The effects of the $85 billion in automatic spending cuts that became official March 1 will have "minimal" effect on corporations, Savita Subramanian, the head of U.S. equity and quantitative strategy at Bank of America Merrill Lynch told The New York Times.
Corporate earnings may go down by 1 percent, Subramanian said, adding, "The market wants more austerity."
Austerity in part means job cuts. The current reduction in spending is expected to erase 700,000 U.S. jobs. In contrast, the Dow Jones industrial average is flirting with an all-time closing high and corporate profits are strong.
"There hasn't been a period in the last 50 years where these trends have been so pronounced," said Dean Maki, chief U.S. economist at Barclays, referring to the gap between corporate earnings and disposable income.
Since 2008, corporate earnings have risen 20.1 percent at an annual rate while disposable income has gained 1.4 percent annually.
The Times reported Monday corporations that are hiring are doing so overseas.
3M Corp., for example, added 11,438 jobs since 2007, but only 608 of those jobs were in the United States, the Times said.
In recent years, business growth has been concentrated overseas and U.S. firms have learned, as they often do in an economic downturn, they can sustain output with fewer workers. They can also cut their workforce in tough times, which allows them to protect their bottom line, even if it comes at workers' expense.
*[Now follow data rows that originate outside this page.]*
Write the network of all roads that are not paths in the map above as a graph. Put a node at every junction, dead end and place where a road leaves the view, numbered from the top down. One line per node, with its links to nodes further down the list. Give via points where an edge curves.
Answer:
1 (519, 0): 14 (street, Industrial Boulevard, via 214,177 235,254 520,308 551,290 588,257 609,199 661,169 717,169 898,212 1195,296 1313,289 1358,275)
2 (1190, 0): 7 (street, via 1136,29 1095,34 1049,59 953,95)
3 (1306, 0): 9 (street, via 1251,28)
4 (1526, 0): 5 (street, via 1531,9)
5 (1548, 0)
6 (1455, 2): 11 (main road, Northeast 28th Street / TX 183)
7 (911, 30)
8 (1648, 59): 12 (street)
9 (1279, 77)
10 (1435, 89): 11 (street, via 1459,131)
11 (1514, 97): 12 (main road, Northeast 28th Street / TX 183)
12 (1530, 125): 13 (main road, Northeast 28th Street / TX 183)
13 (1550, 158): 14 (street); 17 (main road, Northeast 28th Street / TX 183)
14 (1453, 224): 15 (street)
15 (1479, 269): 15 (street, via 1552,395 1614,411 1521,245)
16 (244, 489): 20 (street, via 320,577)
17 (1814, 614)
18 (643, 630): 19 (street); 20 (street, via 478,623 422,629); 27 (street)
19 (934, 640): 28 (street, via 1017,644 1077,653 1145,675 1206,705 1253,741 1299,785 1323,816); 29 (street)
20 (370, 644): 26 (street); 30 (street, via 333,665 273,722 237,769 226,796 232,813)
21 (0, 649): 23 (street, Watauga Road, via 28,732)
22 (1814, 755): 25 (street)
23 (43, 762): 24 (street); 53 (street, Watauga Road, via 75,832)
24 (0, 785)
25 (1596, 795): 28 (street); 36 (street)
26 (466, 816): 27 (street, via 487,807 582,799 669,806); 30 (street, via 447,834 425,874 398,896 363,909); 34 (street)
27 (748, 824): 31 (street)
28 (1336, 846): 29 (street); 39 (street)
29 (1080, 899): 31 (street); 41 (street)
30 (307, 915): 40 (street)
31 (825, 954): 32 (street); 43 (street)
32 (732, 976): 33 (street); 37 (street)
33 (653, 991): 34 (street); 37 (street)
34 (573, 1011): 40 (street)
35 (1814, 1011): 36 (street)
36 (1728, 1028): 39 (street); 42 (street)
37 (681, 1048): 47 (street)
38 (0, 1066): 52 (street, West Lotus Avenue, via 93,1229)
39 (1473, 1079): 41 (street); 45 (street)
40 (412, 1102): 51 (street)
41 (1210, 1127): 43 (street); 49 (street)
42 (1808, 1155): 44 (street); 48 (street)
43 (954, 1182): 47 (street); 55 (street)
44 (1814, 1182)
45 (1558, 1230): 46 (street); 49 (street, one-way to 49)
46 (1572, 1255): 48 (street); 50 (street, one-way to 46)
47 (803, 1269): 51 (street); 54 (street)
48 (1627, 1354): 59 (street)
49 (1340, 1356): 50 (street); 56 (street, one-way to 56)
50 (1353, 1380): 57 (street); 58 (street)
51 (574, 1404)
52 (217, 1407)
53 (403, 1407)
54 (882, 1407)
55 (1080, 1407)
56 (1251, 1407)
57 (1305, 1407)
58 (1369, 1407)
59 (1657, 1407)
"Right now, chief executive officers are saying, 'I don't really need to hire because of the productivity gains of the last few years,'" said Robert Moritz, chairman of PricewaterhouseCoopers, a major accounting firm.
"If I don't have the business, at some point you've got to adjust the workforce. You always try to find solutions, but you get to a point where it's inevitable," said Louis Chenevert, CEO of United Technologies Corp., a Dow component.